The organic Rankine cycle (ORC) represents an effective technology for the recovery of medium- and low-temperature waste heat. Within this system, the turbine expander plays a critical role in determining the reliability and efficiency of the overall process. This paper presents a structural optimization approach that integrates a radial basis function (RBF) neural network model with the nondominated sorting genetic algorithm II (NSGA-II), considering the isentropic efficiency and power of the ORC turbine expander using R1233zd(E) as the optimization objectives. Utilizing the design-of-experiments method in conjunction with simulation, a high-precision RBF neural network model was developed and trained. The external performance and internal flow characteristics of the original and optimized model are compared. In addition, the entropy production method is used to locate and quantitatively evaluate the energy losses.

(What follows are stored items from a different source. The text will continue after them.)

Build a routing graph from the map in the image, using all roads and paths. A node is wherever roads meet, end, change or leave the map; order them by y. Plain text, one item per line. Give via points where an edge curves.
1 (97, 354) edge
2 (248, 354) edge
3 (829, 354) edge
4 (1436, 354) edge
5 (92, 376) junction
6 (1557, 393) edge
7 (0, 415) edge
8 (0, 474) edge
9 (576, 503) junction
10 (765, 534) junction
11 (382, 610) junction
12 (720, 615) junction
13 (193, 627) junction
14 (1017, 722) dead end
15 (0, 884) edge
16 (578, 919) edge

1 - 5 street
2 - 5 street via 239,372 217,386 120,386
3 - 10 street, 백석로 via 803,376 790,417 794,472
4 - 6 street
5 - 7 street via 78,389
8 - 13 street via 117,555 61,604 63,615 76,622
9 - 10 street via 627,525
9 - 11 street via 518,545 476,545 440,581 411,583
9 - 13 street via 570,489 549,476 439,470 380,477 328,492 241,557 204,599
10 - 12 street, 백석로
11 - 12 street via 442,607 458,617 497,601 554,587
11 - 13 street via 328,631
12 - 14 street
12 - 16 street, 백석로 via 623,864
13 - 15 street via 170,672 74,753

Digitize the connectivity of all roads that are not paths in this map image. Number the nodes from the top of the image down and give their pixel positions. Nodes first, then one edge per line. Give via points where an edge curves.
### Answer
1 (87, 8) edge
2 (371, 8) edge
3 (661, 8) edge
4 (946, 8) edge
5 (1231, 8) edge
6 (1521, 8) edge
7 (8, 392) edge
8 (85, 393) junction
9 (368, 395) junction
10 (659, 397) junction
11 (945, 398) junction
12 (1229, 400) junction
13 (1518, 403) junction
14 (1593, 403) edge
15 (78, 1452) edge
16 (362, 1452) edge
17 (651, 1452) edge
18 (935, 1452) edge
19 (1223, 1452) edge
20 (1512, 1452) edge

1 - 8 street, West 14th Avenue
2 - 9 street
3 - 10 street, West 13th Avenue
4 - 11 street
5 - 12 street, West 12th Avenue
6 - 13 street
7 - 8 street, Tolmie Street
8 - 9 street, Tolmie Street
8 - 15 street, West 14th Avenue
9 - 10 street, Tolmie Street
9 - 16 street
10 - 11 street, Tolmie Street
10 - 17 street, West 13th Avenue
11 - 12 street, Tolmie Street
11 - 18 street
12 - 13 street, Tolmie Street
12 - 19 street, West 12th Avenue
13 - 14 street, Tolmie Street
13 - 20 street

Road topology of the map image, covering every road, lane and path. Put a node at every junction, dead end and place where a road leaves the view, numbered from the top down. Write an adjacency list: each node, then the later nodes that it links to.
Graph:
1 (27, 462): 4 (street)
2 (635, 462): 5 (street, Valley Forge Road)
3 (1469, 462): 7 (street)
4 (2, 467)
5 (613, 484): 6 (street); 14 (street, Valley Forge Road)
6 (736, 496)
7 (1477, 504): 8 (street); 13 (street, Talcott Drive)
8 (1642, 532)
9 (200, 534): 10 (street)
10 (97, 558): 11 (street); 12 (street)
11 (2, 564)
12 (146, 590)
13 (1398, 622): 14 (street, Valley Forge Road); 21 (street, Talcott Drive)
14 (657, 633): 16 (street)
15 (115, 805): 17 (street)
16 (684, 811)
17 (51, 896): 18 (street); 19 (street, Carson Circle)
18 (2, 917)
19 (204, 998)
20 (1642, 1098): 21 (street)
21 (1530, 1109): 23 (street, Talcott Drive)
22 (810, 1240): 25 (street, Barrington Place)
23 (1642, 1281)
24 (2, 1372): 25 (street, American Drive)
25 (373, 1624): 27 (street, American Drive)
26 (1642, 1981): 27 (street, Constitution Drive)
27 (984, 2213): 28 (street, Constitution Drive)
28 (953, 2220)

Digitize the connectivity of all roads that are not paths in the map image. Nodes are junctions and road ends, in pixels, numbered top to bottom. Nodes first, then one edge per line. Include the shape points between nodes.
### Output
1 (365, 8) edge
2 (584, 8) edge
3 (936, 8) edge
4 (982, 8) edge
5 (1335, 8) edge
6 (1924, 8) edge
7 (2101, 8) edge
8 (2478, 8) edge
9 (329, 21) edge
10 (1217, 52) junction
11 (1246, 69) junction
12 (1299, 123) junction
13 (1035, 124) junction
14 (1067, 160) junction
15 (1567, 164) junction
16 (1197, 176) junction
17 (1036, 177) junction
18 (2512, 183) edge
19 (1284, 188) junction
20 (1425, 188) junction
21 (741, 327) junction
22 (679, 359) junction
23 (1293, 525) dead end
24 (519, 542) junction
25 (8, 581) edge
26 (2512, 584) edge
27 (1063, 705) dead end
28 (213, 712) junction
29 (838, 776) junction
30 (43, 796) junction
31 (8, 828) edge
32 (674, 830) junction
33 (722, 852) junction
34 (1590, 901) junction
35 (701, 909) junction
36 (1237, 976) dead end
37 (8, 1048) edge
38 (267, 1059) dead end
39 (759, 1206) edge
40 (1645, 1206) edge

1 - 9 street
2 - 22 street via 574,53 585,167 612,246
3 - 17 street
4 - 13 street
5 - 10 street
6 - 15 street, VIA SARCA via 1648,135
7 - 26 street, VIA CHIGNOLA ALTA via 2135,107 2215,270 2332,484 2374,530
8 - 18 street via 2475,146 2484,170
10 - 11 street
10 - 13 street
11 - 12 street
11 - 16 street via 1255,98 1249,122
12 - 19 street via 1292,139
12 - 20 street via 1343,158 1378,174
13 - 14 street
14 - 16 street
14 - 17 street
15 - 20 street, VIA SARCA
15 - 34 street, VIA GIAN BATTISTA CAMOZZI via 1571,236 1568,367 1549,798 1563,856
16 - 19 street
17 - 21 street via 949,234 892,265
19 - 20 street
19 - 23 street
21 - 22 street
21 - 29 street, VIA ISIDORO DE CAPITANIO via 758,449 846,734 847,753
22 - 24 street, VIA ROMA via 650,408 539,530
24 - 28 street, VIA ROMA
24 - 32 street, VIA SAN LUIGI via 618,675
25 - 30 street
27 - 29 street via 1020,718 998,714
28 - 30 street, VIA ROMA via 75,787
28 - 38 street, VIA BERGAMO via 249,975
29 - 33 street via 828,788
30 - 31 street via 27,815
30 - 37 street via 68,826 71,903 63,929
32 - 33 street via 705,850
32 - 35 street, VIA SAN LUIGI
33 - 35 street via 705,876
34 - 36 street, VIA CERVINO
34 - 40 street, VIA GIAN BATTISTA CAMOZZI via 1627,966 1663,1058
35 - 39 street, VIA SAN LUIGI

The results indicate that the RBF neural network model exhibits high predictive accuracy, with a correlation coefficient (R2) exceeding 0.9 for both objective functions. The optimization process significantly enhanced the performance of the ORC turbine expander. Under Q/Qd = 1.2, the isentropic efficiency and power are significantly improved by 6.13% and 33.96%. The optimized model can accommodate a larger range of flow variations, increasing the efficient operation region by 1.28 times. The energy loss of the ORC turbine expander decreases by an average of over 17% due to the effective suppression of vortices at the leading edge and outlet of the impeller. This work provides a valuable reference for improving the performance of radial turbine expanders for waste heat recovery and other application fields.